Understanding both OpenShift-level and cloud-level security policy layers is critical for designing secure multi-tenant use of a managed cluster.

Cost and Capacity Management in Managed OpenShift

Managed OpenShift bundles platform operations into a service fee structure. Costs usually break down into:

• Control-plane / platform fee
• Often per cluster and per node, or per core/hour basis
• Covers:
• Managed control plane
• Platform operations and support
• Infrastructure costs
• Charged by the cloud provider for:
• Worker nodes (VM instances, CPU/RAM)
• Storage (block, file, object for backups)
• Load balancers, public IPs, network egress
• Visibility typically via the cloud billing console and possibly provider-specific cost dashboards
• Cost control levers
• Node sizing:
• Choose instance types that match workload profiles (CPU-bound vs memory-bound)
• Autoscaling:
• Cluster autoscaler settings (min/max nodes)
• Horizontal Pod Autoscaler on deployments
• Environment strategy:
• Number of clusters (per env vs multi-tenant)
• Size of non-production clusters
• Quotas and limits:
• Per-project resource quotas
• Restraints on ephemeral resource consumption (e.g., ephemeral storage, load balancers)

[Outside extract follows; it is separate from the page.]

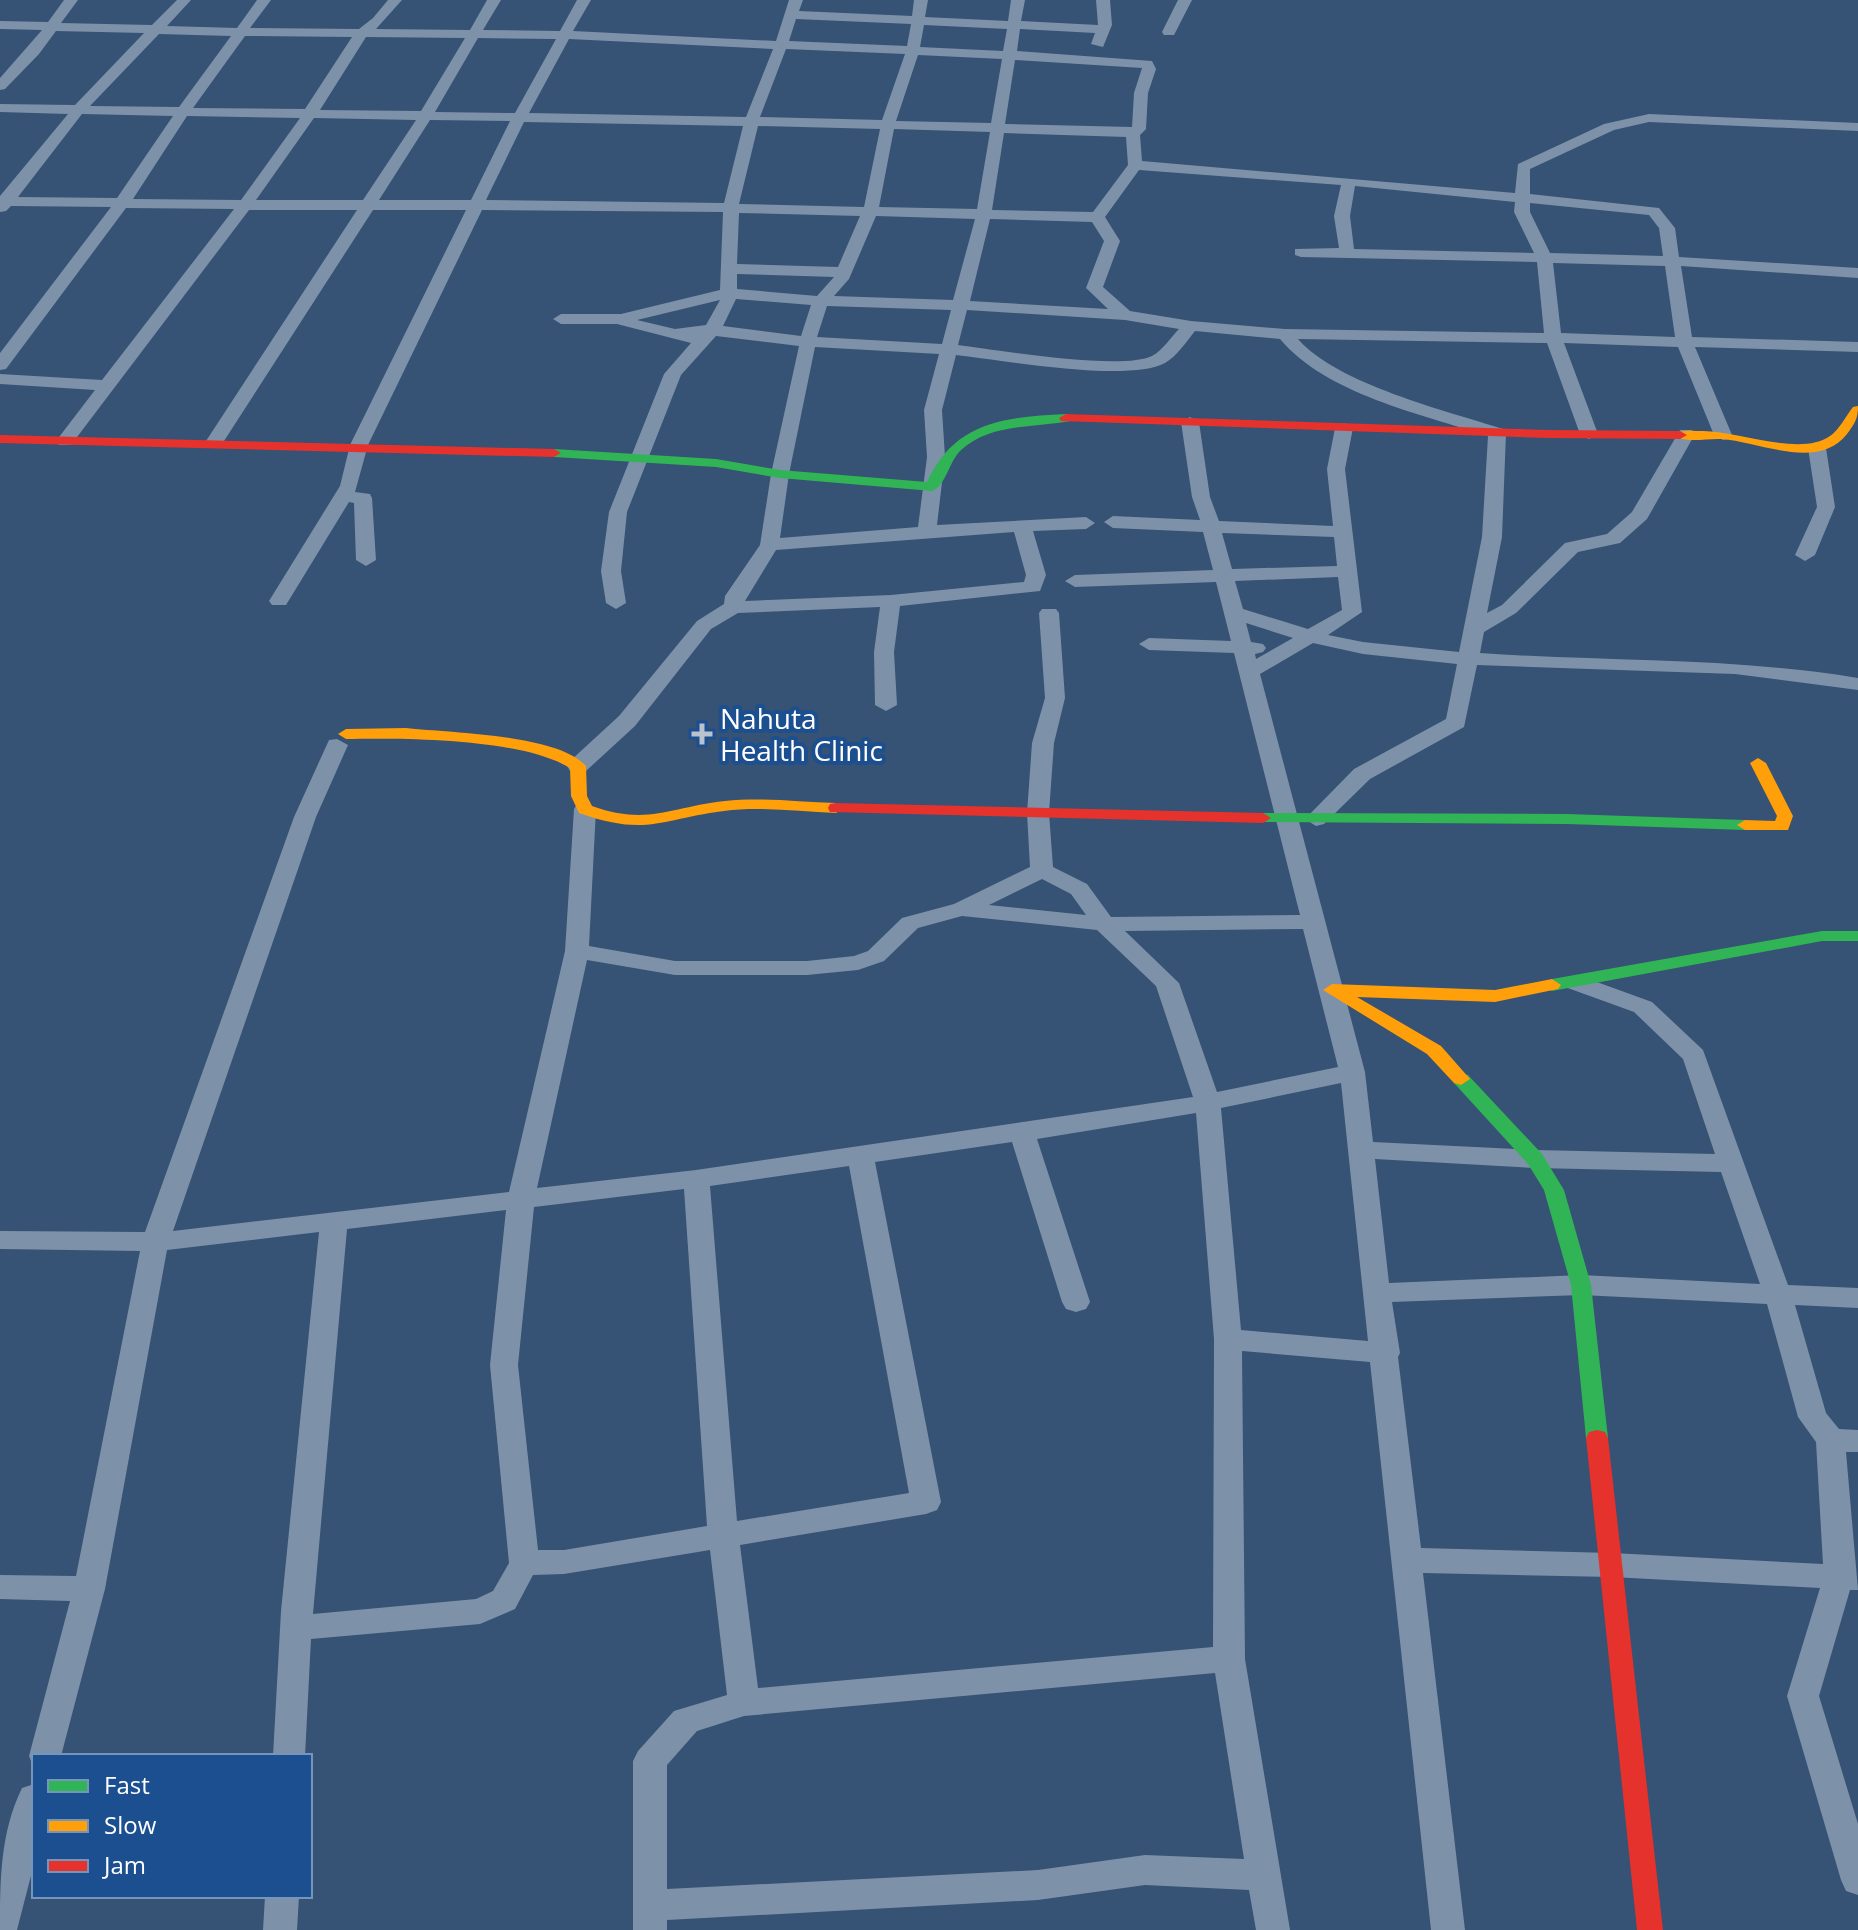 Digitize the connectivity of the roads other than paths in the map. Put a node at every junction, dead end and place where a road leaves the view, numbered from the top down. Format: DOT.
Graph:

Managed services make direct operations cheaper in staff time, but require active capacity and cost governance to avoid overspending.

When to Use Managed OpenShift vs Self-Managed

Managed OpenShift services are not always the right fit. Some considerations:

• Use managed OpenShift when:
• You want to adopt OpenShift quickly without building a platform team first
• Your workloads can run comfortably within the network, security, and configuration boundaries of the chosen cloud
• You value:
• Offloaded upgrades and patching
• Defined SLAs for cluster availability
• Native integration with cloud services and IAM
• You prefer predictable operational models and vendor support
• Consider self-managed (IPI/UPI) when:
• You need:
• Very specific customizations of control plane or underlying OS
• On-prem or highly specialized infrastructure not covered by managed offerings
• Full control over upgrade schedule and configuration
• Regulatory or data-sovereignty requirements cannot be met by any managed offering
• You already have a strong platform engineering/SRE organization prepared to operate the cluster

Often organizations use a hybrid approach: managed OpenShift in public clouds for most workloads, and self-managed clusters in specialized environments.

Practical Implications for Day-to-Day Use

For developers and platform users, working on a managed OpenShift cluster typically feels the same as working on any other OpenShift cluster:

• You still:
• Use oc and the web console
• Create projects, Deployments, Routes, PVCs, etc.
• Rely on Operators and CRDs included in the cluster
• The differences you notice are:
• Some cluster-level settings are read-only or managed by the provider
• Certain powerful capabilities (e.g., host-level access, some SCCs) are restricted
• Some Operators or features may be limited to those supported in the managed environment
• You interact with provider-specific tooling for:
• Creating and deleting clusters
• Adjusting node pools and autoscaling
• Viewing billing and usage metrics

Understanding these boundaries helps you design applications and internal processes that align with the capabilities and constraints of your chosen managed OpenShift service.